Data for review:
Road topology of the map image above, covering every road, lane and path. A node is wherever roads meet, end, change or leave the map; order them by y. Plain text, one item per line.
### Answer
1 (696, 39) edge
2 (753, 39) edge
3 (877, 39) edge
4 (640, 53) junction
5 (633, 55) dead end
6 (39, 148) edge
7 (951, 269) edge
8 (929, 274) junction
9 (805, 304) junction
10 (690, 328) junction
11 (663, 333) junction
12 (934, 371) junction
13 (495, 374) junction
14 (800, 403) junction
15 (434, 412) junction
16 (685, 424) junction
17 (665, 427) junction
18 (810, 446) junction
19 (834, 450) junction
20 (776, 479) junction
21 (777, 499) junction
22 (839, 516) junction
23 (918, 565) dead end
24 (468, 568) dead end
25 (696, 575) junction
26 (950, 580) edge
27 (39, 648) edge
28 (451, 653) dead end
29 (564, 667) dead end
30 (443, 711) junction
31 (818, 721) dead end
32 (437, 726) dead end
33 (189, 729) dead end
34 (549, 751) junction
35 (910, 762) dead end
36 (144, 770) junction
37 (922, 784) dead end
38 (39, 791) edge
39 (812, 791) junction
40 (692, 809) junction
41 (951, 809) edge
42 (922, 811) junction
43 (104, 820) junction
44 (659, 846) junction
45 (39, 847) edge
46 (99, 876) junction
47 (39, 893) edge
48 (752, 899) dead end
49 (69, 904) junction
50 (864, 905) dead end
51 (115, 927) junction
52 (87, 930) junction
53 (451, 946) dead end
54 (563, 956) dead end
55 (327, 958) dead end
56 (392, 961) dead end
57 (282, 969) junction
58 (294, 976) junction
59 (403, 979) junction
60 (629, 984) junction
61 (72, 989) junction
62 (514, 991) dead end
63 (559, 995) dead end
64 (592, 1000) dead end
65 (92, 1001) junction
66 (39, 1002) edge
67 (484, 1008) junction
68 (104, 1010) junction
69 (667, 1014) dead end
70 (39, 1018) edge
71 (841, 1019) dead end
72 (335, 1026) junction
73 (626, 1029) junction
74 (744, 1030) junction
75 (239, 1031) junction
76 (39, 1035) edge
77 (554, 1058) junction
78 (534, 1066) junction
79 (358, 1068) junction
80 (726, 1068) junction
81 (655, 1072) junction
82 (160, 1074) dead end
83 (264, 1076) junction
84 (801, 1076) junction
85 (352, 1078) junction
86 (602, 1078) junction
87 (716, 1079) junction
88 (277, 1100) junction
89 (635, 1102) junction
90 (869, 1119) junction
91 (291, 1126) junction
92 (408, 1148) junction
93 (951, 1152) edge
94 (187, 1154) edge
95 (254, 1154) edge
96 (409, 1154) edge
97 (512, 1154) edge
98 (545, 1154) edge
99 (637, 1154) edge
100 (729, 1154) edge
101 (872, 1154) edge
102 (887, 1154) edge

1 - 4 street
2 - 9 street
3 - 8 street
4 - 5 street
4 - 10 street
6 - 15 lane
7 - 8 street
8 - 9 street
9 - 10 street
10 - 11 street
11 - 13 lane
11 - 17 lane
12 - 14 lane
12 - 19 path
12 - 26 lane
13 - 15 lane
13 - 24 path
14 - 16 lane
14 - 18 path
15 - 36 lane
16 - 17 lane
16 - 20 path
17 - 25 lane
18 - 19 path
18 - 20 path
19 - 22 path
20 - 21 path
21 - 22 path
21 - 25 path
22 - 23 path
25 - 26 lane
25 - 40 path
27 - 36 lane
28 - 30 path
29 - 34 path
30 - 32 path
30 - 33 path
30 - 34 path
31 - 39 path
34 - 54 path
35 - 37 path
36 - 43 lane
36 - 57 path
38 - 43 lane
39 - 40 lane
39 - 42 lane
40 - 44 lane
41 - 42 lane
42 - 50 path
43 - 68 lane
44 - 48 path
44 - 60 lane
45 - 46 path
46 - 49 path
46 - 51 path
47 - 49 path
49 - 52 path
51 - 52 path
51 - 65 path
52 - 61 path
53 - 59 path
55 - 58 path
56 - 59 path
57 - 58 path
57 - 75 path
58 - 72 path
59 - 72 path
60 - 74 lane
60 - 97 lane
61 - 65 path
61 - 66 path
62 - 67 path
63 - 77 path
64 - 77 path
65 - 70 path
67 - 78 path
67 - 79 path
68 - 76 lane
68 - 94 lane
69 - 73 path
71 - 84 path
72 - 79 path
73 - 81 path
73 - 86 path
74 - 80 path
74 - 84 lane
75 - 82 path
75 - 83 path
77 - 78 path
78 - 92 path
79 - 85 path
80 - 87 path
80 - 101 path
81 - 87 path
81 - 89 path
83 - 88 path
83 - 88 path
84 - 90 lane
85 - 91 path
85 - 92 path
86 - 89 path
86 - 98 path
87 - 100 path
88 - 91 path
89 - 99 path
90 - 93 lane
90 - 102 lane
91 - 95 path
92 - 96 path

The task:
Go through the records above and set each one down exactly, please.

Answer to this task:
Road topology of the map image above, covering every road, lane and path. A node is wherever roads meet, end, change or leave the map; order them by y. Plain text, one item per line.
### Answer
1 (696, 39) edge
2 (753, 39) edge
3 (877, 39) edge
4 (640, 53) junction
5 (633, 55) dead end
6 (39, 148) edge
7 (951, 269) edge
8 (929, 274) junction
9 (805, 304) junction
10 (690, 328) junction
11 (663, 333) junction
12 (934, 371) junction
13 (495, 374) junction
14 (800, 403) junction
15 (434, 412) junction
16 (685, 424) junction
17 (665, 427) junction
18 (810, 446) junction
19 (834, 450) junction
20 (776, 479) junction
21 (777, 499) junction
22 (839, 516) junction
23 (918, 565) dead end
24 (468, 568) dead end
25 (696, 575) junction
26 (950, 580) edge
27 (39, 648) edge
28 (451, 653) dead end
29 (564, 667) dead end
30 (443, 711) junction
31 (818, 721) dead end
32 (437, 726) dead end
33 (189, 729) dead end
34 (549, 751) junction
35 (910, 762) dead end
36 (144, 770) junction
37 (922, 784) dead end
38 (39, 791) edge
39 (812, 791) junction
40 (692, 809) junction
41 (951, 809) edge
42 (922, 811) junction
43 (104, 820) junction
44 (659, 846) junction
45 (39, 847) edge
46 (99, 876) junction
47 (39, 893) edge
48 (752, 899) dead end
49 (69, 904) junction
50 (864, 905) dead end
51 (115, 927) junction
52 (87, 930) junction
53 (451, 946) dead end
54 (563, 956) dead end
55 (327, 958) dead end
56 (392, 961) dead end
57 (282, 969) junction
58 (294, 976) junction
59 (403, 979) junction
60 (629, 984) junction
61 (72, 989) junction
62 (514, 991) dead end
63 (559, 995) dead end
64 (592, 1000) dead end
65 (92, 1001) junction
66 (39, 1002) edge
67 (484, 1008) junction
68 (104, 1010) junction
69 (667, 1014) dead end
70 (39, 1018) edge
71 (841, 1019) dead end
72 (335, 1026) junction
73 (626, 1029) junction
74 (744, 1030) junction
75 (239, 1031) junction
76 (39, 1035) edge
77 (554, 1058) junction
78 (534, 1066) junction
79 (358, 1068) junction
80 (726, 1068) junction
81 (655, 1072) junction
82 (160, 1074) dead end
83 (264, 1076) junction
84 (801, 1076) junction
85 (352, 1078) junction
86 (602, 1078) junction
87 (716, 1079) junction
88 (277, 1100) junction
89 (635, 1102) junction
90 (869, 1119) junction
91 (291, 1126) junction
92 (408, 1148) junction
93 (951, 1152) edge
94 (187, 1154) edge
95 (254, 1154) edge
96 (409, 1154) edge
97 (512, 1154) edge
98 (545, 1154) edge
99 (637, 1154) edge
100 (729, 1154) edge
101 (872, 1154) edge
102 (887, 1154) edge

1 - 4 street
2 - 9 street
3 - 8 street
4 - 5 street
4 - 10 street
6 - 15 lane
7 - 8 street
8 - 9 street
9 - 10 street
10 - 11 street
11 - 13 lane
11 - 17 lane
12 - 14 lane
12 - 19 path
12 - 26 lane
13 - 15 lane
13 - 24 path
14 - 16 lane
14 - 18 path
15 - 36 lane
16 - 17 lane
16 - 20 path
17 - 25 lane
18 - 19 path
18 - 20 path
19 - 22 path
20 - 21 path
21 - 22 path
21 - 25 path
22 - 23 path
25 - 26 lane
25 - 40 path
27 - 36 lane
28 - 30 path
29 - 34 path
30 - 32 path
30 - 33 path
30 - 34 path
31 - 39 path
34 - 54 path
35 - 37 path
36 - 43 lane
36 - 57 path
38 - 43 lane
39 - 40 lane
39 - 42 lane
40 - 44 lane
41 - 42 lane
42 - 50 path
43 - 68 lane
44 - 48 path
44 - 60 lane
45 - 46 path
46 - 49 path
46 - 51 path
47 - 49 path
49 - 52 path
51 - 52 path
51 - 65 path
52 - 61 path
53 - 59 path
55 - 58 path
56 - 59 path
57 - 58 path
57 - 75 path
58 - 72 path
59 - 72 path
60 - 74 lane
60 - 97 lane
61 - 65 path
61 - 66 path
62 - 67 path
63 - 77 path
64 - 77 path
65 - 70 path
67 - 78 path
67 - 79 path
68 - 76 lane
68 - 94 lane
69 - 73 path
71 - 84 path
72 - 79 path
73 - 81 path
73 - 86 path
74 - 80 path
74 - 84 lane
75 - 82 path
75 - 83 path
77 - 78 path
78 - 92 path
79 - 85 path
80 - 87 path
80 - 101 path
81 - 87 path
81 - 89 path
83 - 88 path
83 - 88 path
84 - 90 lane
85 - 91 path
85 - 92 path
86 - 89 path
86 - 98 path
87 - 100 path
88 - 91 path
89 - 99 path
90 - 93 lane
90 - 102 lane
91 - 95 path
92 - 96 path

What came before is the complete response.